=== Begin Enclosure ===

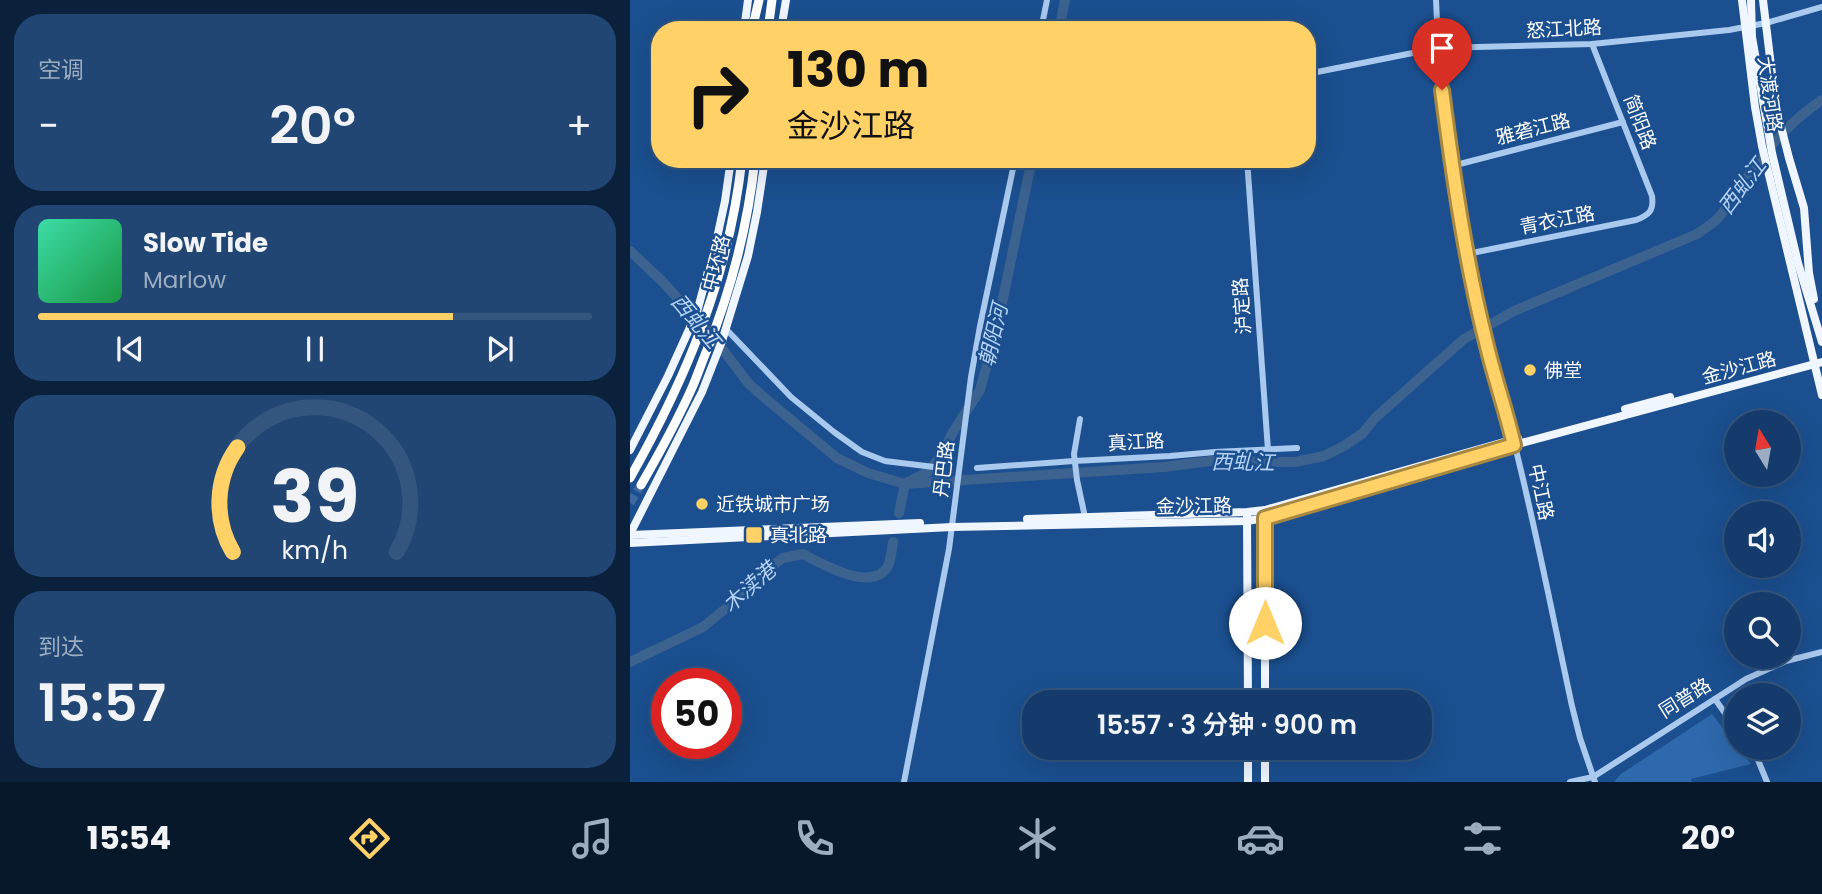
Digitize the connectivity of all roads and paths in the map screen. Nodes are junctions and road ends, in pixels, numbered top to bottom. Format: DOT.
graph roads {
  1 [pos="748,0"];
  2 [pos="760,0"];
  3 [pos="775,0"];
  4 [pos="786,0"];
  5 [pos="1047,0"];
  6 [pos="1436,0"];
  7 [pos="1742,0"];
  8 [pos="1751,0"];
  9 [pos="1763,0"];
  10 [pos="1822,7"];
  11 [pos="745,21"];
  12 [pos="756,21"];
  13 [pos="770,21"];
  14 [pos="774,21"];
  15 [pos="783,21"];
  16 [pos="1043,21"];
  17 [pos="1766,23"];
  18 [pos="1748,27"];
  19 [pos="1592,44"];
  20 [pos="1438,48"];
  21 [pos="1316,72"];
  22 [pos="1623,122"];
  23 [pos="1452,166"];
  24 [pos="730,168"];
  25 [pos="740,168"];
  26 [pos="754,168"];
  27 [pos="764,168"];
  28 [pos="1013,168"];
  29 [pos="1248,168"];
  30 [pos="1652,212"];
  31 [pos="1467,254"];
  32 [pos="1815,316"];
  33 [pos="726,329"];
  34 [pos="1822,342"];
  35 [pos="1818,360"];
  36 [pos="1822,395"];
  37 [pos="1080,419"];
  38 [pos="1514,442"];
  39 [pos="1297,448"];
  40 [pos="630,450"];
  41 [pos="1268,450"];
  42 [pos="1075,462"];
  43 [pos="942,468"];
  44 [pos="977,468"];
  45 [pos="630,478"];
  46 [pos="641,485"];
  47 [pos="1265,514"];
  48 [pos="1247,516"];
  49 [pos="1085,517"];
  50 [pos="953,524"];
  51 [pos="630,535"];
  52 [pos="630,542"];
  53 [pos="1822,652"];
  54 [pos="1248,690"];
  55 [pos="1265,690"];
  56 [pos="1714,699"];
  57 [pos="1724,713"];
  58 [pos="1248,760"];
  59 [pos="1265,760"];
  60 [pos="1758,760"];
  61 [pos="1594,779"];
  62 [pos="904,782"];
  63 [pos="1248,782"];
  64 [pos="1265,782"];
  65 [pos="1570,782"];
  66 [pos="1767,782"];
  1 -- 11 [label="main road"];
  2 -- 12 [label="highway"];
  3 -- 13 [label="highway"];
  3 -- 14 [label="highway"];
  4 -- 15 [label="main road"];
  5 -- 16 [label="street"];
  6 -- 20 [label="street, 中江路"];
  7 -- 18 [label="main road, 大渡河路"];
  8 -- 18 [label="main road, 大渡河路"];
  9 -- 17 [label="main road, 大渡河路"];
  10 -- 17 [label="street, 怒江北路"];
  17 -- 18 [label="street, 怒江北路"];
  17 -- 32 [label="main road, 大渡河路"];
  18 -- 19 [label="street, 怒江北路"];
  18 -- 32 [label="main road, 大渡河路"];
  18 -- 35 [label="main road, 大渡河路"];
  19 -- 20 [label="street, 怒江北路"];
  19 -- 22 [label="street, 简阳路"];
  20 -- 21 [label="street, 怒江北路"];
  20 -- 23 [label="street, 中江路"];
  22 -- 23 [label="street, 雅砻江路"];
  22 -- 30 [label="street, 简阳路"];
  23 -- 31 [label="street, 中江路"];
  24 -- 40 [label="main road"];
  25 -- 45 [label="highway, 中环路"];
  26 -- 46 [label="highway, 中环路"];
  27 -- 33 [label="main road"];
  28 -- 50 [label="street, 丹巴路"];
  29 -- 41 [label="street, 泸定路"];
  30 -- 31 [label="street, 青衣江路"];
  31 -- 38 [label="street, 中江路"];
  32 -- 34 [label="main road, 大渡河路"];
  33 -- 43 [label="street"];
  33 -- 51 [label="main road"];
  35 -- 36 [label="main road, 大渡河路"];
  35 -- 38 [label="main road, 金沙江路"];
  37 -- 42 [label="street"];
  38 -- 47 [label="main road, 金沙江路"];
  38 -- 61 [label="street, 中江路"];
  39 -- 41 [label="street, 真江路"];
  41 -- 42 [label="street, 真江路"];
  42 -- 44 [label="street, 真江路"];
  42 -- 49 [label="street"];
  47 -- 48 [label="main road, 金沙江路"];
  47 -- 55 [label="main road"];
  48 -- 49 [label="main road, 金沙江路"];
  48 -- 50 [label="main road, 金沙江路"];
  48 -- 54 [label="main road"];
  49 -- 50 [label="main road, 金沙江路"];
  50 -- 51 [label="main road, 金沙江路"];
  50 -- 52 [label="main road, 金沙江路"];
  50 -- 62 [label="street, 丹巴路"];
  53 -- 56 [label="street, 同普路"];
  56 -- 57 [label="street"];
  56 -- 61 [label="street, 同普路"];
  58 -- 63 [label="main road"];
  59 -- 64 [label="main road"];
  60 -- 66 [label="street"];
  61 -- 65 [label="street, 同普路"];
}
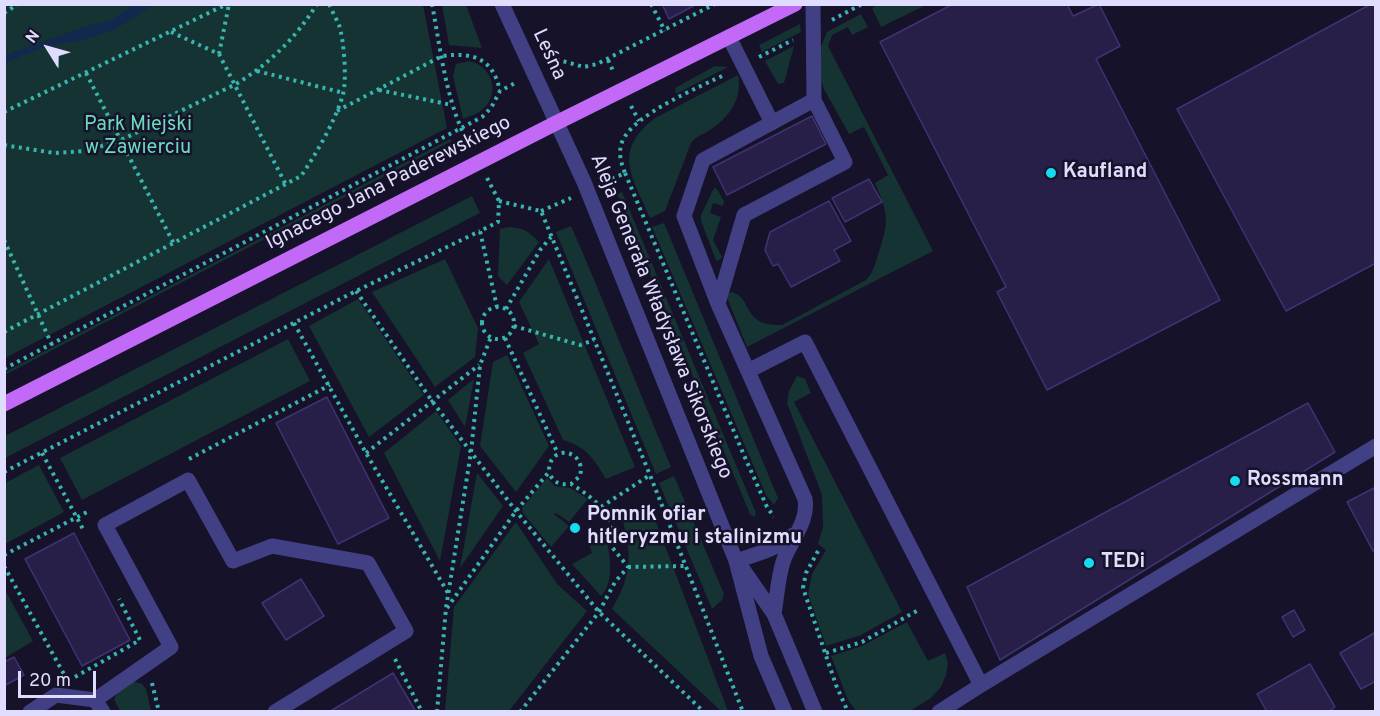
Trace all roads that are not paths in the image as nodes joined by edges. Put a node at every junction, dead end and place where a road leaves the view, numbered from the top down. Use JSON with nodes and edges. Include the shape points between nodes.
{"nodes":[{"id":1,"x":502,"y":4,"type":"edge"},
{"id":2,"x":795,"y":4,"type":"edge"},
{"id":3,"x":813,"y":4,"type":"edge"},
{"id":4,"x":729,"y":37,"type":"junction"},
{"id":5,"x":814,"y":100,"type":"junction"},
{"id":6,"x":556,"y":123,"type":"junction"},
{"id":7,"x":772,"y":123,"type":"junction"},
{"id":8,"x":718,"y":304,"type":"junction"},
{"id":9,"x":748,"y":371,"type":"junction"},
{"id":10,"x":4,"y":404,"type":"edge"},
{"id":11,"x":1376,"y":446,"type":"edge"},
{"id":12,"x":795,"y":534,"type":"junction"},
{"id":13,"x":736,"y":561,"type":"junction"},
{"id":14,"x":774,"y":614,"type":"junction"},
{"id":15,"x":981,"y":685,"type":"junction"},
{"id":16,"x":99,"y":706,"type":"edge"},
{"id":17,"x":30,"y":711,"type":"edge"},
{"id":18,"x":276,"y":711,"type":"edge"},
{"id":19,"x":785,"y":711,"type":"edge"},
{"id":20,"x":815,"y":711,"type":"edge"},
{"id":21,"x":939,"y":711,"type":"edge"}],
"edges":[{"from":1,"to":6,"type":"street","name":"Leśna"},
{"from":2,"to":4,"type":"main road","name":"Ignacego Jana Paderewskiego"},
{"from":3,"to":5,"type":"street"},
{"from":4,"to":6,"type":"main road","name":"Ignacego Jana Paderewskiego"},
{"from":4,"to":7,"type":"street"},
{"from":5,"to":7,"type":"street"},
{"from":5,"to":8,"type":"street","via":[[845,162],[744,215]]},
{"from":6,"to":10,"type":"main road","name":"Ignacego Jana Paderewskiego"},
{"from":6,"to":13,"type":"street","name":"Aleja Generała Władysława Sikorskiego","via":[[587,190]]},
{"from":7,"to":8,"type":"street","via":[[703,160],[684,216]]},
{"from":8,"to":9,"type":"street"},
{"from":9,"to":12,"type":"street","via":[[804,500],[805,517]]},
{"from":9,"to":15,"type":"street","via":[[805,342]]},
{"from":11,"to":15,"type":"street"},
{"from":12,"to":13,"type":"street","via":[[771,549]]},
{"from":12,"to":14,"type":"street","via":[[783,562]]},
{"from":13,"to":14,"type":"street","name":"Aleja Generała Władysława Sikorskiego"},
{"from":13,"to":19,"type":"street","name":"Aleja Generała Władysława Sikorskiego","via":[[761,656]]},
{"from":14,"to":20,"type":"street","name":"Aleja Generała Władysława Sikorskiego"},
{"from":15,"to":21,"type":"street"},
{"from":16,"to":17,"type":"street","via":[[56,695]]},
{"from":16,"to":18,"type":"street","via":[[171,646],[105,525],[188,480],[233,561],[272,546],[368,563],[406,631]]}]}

=== End Enclosure ===

The word "Sikorskiego" may turn up on some lines of these records; say how many, with no other words.

• [Answer space]: 4